Keller bestätigt, dass mit vielen Käufern des Salacher Autohauses Gespräche geführt wurden. Mit manchen sei man sich einig geworden. Wenn der Kredit, der auf einem Fahrzeug liegt, niedrig war, und der Aufwand hoch wäre, das Auto zurückzubekommen, weil es im Ausland ist, habe man sich auch auf niedrige Summen geeinigt. Im Fall der Familie Kosel liege man viel zu weit auseinander. So weit könne er die Forderung nicht reduzieren. Inzwischen läuft ein Zivilverfahren zwischen der Familie Kosel und der Bank vor dem Landgericht Stuttgart. Für Juni ist ein Gütetermin angesetzt.

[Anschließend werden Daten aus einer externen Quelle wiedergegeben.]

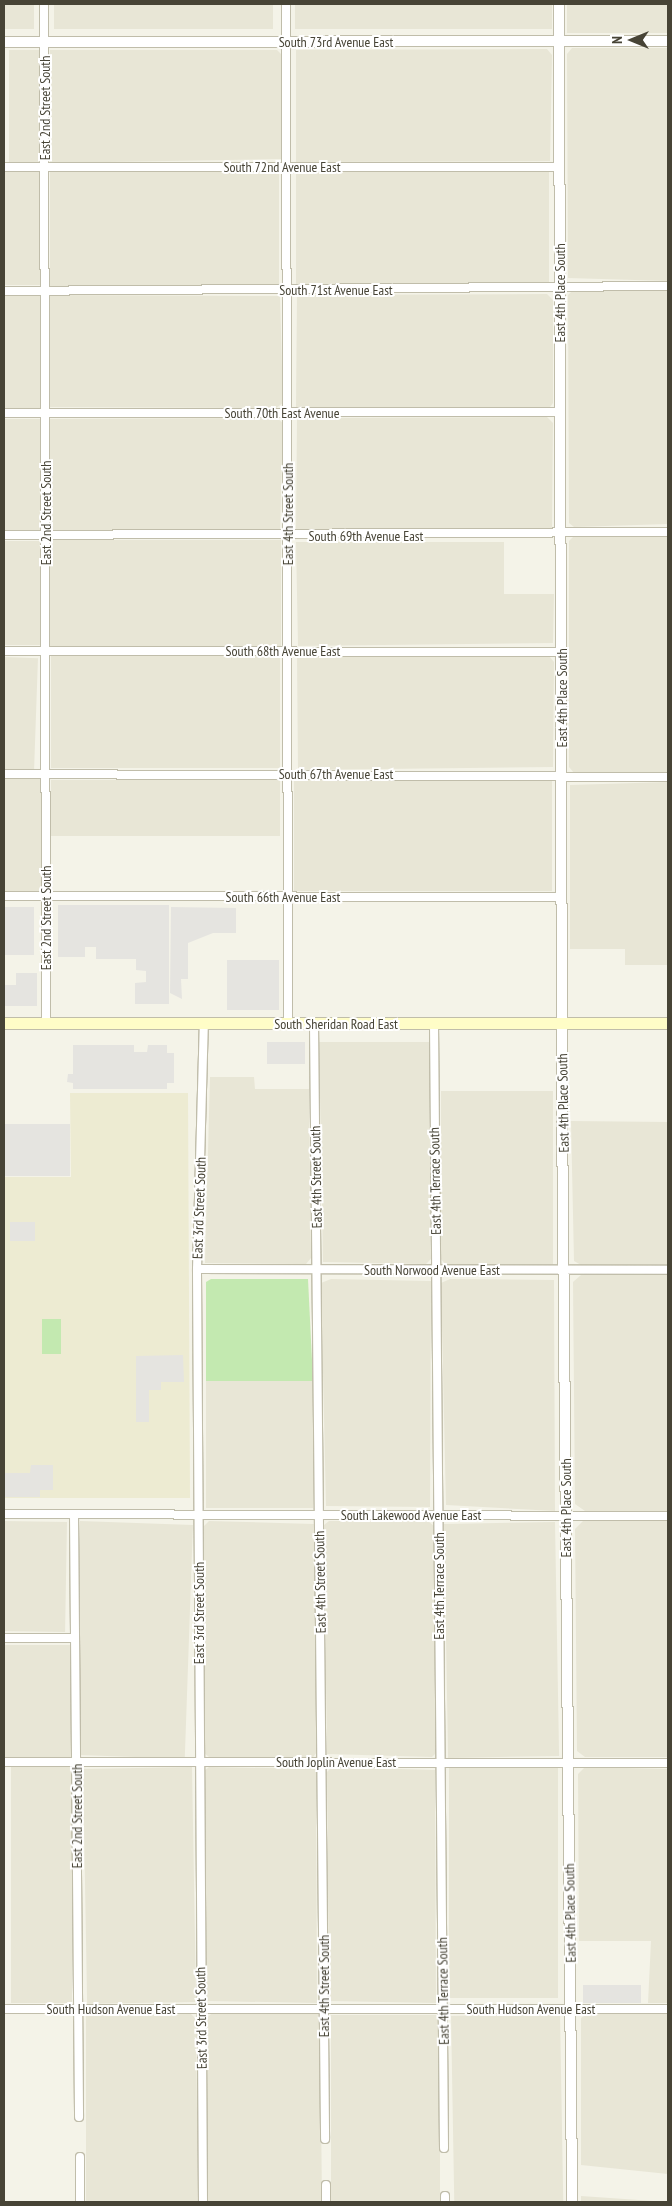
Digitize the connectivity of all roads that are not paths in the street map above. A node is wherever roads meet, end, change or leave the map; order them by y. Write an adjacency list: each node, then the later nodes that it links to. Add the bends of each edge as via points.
1 (44, 4): 6 (street, East 2nd Street South)
2 (286, 4): 7 (street, East 4th Street South)
3 (559, 4): 8 (street, East 4th Place South)
4 (668, 41): 8 (street, South 73rd Avenue East)
5 (4, 42): 6 (street, South 73rd Avenue East)
6 (45, 42): 7 (street, South 73rd Avenue East); 9 (street, East 2nd Street South)
7 (286, 42): 8 (street, South 73rd Avenue East); 11 (street, East 4th Street South)
8 (559, 42): 12 (street, East 4th Place South)
9 (45, 166): 10 (street, South 72nd Avenue East); 11 (street, South 72nd Avenue East); 15 (street, East 2nd Street South)
10 (4, 167)
11 (287, 167): 12 (street, South 72nd Avenue East); 16 (street, East 4th Street South)
12 (559, 167): 14 (street, East 4th Place South)
13 (668, 286): 14 (street, South 71st Avenue East)
14 (560, 288): 16 (street, South 71st Avenue East); 19 (street, East 4th Place South)
15 (45, 290): 16 (street, South 71st Avenue East); 17 (street, South 71st Avenue East); 18 (street, East 2nd Street South)
16 (287, 290): 21 (street, East 4th Street South)
17 (4, 291)
18 (46, 412): 20 (street, South 70th East Avenue); 21 (street, South 70th East Avenue); 25 (street, East 2nd Street South)
19 (560, 412): 21 (street, South 70th East Avenue); 23 (street, East 4th Place South)
20 (4, 413)
21 (288, 413): 26 (street, East 4th Street South)
22 (668, 532): 23 (street, South 69th Avenue East)
23 (561, 534): 26 (street, South 69th Avenue East); 30 (street, East 4th Place South)
24 (4, 535): 25 (street, South 69th Avenue East)
25 (46, 535): 26 (street, South 69th Avenue East); 28 (street, East 2nd Street South)
26 (287, 536): 29 (street, East 4th Street South)
27 (4, 651): 28 (street, South 68th Avenue East)
28 (46, 651): 29 (street, South 68th Avenue East); 32 (street, East 2nd Street South)
29 (288, 651): 30 (street, South 68th Avenue East); 33 (street, East 4th Street South)
30 (562, 652): 34 (street, East 4th Place South)
31 (4, 774): 32 (street, South 67th Avenue East)
32 (46, 774): 33 (street, South 67th Avenue East); 37 (street, East 2nd Street South)
33 (288, 774): 34 (street, South 67th Avenue East); 38 (street, East 4th Street South)
34 (562, 776): 35 (street, South 67th Avenue East); 39 (street, East 4th Place South)
35 (668, 778)
36 (4, 896): 37 (street, South 66th Avenue East)
37 (46, 897): 38 (street, South 66th Avenue East); 41 (street, East 2nd Street South)
38 (288, 897): 39 (street, South 66th Avenue East); 42 (street, East 4th Street South)
39 (562, 897): 47 (street, East 4th Place South)
40 (4, 1023): 41 (main road, South Sheridan Road East)
41 (46, 1023): 44 (main road, South Sheridan Road East)
42 (288, 1023): 44 (main road, South Sheridan Road East); 45 (main road, South Sheridan Road East)
43 (668, 1023): 47 (main road, South Sheridan Road East)
44 (204, 1024): 48 (street, East 3rd Street South)
45 (314, 1024): 46 (main road, South Sheridan Road East); 49 (street, East 4th Street South)
46 (434, 1024): 47 (main road, South Sheridan Road East); 50 (street, East 4th Terrace South)
47 (563, 1024): 51 (street, East 4th Place South)
48 (197, 1269): 49 (street, South Norwood Avenue East); 55 (street, East 3rd Street South)
49 (317, 1269): 50 (street, South Norwood Avenue East); 56 (street, East 4th Street South)
50 (436, 1269): 51 (street, South Norwood Avenue East); 57 (street, East 4th Terrace South)
51 (564, 1270): 52 (street, South Norwood Avenue East); 58 (street, East 4th Place South)
52 (668, 1270)
53 (4, 1514): 54 (street, South Lakewood Avenue East)
54 (74, 1515): 55 (street, South Lakewood Avenue East); 61 (street, East 2nd Street South)
55 (199, 1515): 56 (street, South Lakewood Avenue East); 64 (street, East 3rd Street South)
56 (319, 1515): 57 (street, South Lakewood Avenue East); 65 (street, East 4th Street South)
57 (438, 1515): 58 (street, South Lakewood Avenue East); 66 (street, East 4th Terrace South)
58 (566, 1516): 59 (street, South Lakewood Avenue East); 67 (street, East 4th Place South)
59 (668, 1516)
60 (4, 1638): 61 (street)
61 (75, 1638): 63 (street, East 2nd Street South)
62 (4, 1762): 63 (street, South Joplin Avenue East)
63 (77, 1762): 64 (street, South Joplin Avenue East); 71 (street, East 2nd Street South)
64 (199, 1762): 65 (street, South Joplin Avenue East); 72 (street, East 3rd Street South)
65 (322, 1762): 66 (street, South Joplin Avenue East); 73 (street, East 4th Street South)
66 (440, 1762): 67 (street, South Joplin Avenue East); 75 (street, East 4th Terrace South)
67 (568, 1762): 68 (street, South Joplin Avenue East); 69 (street, East 4th Place South)
68 (668, 1762)
69 (570, 2008): 74 (street, South Hudson Avenue East); 75 (street, South Hudson Avenue East); 84 (street, East 4th Place South)
70 (4, 2009): 71 (street, South Hudson Avenue East)
71 (78, 2009): 72 (street, South Hudson Avenue East); 76 (street, East 2nd Street South)
72 (202, 2009): 73 (street, South Hudson Avenue East); 82 (street, East 3rd Street South)
73 (324, 2009): 75 (street, South Hudson Avenue East); 77 (street, East 4th Street South)
74 (668, 2009)
75 (443, 2010): 78 (street, East 4th Terrace South)
76 (79, 2117)
77 (325, 2139)
78 (444, 2148)
79 (80, 2157): 81 (street)
80 (326, 2185): 83 (street)
81 (80, 2202)
82 (203, 2202)
83 (326, 2202)
84 (572, 2202)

Ein offenbar gutes Ende hat der Autokauf für die Familie Quack genommen. Die Familie aus der Nähe von Würzburg hatte ein Auto gekauft, um den schwerbehinderten Sohn transportieren zu können. Wie Kathrin Kosel telefonisch und über die gut vernetzte Whatsapp-Gruppe erfahren hat, können die Quacks ihren Mercedes-Bus jetzt fahren, ohne dass eine weitere Zuzahlung nötig war.

Insolvenzverfahren wurde am 3. März eröffnet

Insolvenz
 Das Amtsgericht Göppingen hat am 26. November 2024 Michael Wahl von der Ulmer Kanzlei Pluta zum vorläufigen Insolvenzverwalter des Autohauses Enes bestellt und am selben Tag den Antrag auf Eröffnung des Insolvenzverfahrens durch das Unternehmen bekannt gegeben. Am 3. März 2025 wurde das Insolvenzverfahren eröffnet.

Anzeigen
 ​Im Zusammenhang mit dem Autohaus wurden mehr als 50 Anzeigen erstattet, berichtet Staatsanwältin Ayfer Kaplan-Pirl von der Staatsanwaltschaft Ulm. Es gehe um Betrug in sechsstelliger Höhe und mögliche weitere Delikte. Es werde gegen sechs Tatverdächtige ermittelt.